Mais pourquoi s’agenouiller ? Comme le rock’ et le twist, la mode vient d’Outre-Atlantique et symbolise la repentance des Blancs, supposément coupables au nom d’ancêtres non identifiés, de l’esclavage des ancêtres de noirs contemporains, dont rien n’indique que leurs familles l’ont connu. L’essentialisation des uns dans le rôle de coupables et des autres dans le rôle de victimes répond à la définition du racisme, mais chut ! Il ne faut pas le remarquer, puisqu’on parle en novlangue dans le texte et que les mots veulent dire le contraire de leur définition.
… et aveuglement volontariste
Les esclaves, les vrais auxquels il convient d’apporter aujourd’hui la preuve de sa compassion, sont morts depuis au moins deux siècles. Ou pas ?
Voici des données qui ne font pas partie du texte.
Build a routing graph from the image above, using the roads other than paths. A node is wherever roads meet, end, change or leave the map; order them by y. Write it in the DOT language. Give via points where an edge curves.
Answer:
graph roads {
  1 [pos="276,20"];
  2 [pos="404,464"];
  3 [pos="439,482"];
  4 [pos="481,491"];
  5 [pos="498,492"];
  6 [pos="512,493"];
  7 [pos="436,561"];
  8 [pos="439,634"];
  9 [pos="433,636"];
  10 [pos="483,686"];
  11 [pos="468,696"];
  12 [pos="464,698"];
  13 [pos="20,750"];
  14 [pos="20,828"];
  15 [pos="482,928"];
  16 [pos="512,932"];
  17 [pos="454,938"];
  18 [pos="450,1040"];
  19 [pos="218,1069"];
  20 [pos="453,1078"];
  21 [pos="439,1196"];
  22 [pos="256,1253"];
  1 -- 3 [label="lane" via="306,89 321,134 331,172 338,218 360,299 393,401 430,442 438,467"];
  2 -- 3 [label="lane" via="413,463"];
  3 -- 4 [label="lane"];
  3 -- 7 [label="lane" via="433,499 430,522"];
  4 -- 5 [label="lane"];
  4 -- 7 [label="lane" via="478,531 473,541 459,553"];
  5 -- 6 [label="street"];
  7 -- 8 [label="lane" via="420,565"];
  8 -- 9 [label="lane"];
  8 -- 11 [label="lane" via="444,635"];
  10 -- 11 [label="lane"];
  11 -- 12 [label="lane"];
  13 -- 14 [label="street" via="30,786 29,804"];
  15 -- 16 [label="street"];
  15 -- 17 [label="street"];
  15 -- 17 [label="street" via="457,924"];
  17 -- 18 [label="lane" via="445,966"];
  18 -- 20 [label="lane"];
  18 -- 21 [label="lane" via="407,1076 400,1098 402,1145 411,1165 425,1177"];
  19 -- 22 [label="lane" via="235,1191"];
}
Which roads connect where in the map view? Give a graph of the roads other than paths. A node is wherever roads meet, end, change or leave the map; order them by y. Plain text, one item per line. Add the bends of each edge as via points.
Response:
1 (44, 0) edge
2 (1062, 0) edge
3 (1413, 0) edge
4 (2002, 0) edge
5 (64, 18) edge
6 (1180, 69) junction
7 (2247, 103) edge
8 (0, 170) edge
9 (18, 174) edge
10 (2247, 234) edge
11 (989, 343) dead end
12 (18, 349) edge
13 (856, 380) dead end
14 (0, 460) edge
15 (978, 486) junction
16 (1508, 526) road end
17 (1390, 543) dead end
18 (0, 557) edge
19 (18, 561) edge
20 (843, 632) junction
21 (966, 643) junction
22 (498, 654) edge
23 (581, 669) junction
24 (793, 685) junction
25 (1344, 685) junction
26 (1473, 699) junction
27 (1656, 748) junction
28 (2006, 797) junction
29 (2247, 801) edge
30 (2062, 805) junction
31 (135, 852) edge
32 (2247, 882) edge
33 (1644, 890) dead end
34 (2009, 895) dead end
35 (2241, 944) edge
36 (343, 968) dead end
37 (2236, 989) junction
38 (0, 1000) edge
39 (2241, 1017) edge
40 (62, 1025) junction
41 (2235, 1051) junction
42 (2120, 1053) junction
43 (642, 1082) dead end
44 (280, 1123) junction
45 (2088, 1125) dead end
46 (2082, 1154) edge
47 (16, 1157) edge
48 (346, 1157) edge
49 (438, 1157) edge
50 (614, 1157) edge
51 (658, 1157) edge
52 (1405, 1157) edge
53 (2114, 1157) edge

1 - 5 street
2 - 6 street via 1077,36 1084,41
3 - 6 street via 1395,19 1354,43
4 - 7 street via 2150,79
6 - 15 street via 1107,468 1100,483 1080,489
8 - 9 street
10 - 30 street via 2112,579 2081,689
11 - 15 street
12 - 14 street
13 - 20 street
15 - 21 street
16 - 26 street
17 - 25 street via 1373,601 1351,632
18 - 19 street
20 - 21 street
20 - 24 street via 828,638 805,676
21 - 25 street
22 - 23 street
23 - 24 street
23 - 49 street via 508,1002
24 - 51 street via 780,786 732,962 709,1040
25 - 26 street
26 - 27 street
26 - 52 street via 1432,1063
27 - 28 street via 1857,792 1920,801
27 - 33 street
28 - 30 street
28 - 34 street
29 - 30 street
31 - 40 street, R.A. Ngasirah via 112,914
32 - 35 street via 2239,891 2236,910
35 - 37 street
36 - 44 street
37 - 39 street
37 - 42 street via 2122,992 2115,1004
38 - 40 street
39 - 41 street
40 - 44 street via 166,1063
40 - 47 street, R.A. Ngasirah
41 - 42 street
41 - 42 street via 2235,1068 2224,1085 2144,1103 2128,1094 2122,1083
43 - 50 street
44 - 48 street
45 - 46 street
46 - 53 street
Ceux-là, oui, mais l’ONU en a découvert, aujourd’hui, un plus grand nombre que le total cumulé des siècles passés.
« Ce sont essentiellement des esclaves : des êtres humains qui ont été réduits à être des biens à valeur fixe, sur la base des évaluations du type de revenu qu’ils peuvent rapporter à leurs propriétaires en tant qu’objets d’extorsion, en tant que travail non rémunéré ou – comme c’est souvent le cas des femmes – prostituées. Selon l’Organisation internationale du travail (OIT) des Nations Unies, il y a aujourd’hui plus de trois fois plus de personnes en servitude forcée que celles qui ont été capturées et vendues pendant les 350 ans de la traite transatlantique des esclaves. Ce que l’OIT appelle ‘le nouvel esclavage’ compte 25 millions de personnes en servitude pour dettes et 15 millions en mariages forcés. En tant qu’industrie illicite, c’est l’un des réseaux criminels les plus lucratifs au monde, rapportant 150 milliards de dollars par an, juste derrière le trafic de drogue et le trafic d’armes (Time). »
Qu’y a-t-il dans le programme de Mélenchon et consorts pour libérer ces esclaves contemporains vivants ? RIEN. S’agenouiller devant les caméras, cela prend 8’46’’, alors que lancer des offensives contre les trafiquants est un travail de longue haleine, qui doit, de surcroît, être mené dans le secret et le silence, condition sine qua non de sa réussite… et raison incontournable du dédain des agenouillés idolâtres du délinquant Adama Traoré.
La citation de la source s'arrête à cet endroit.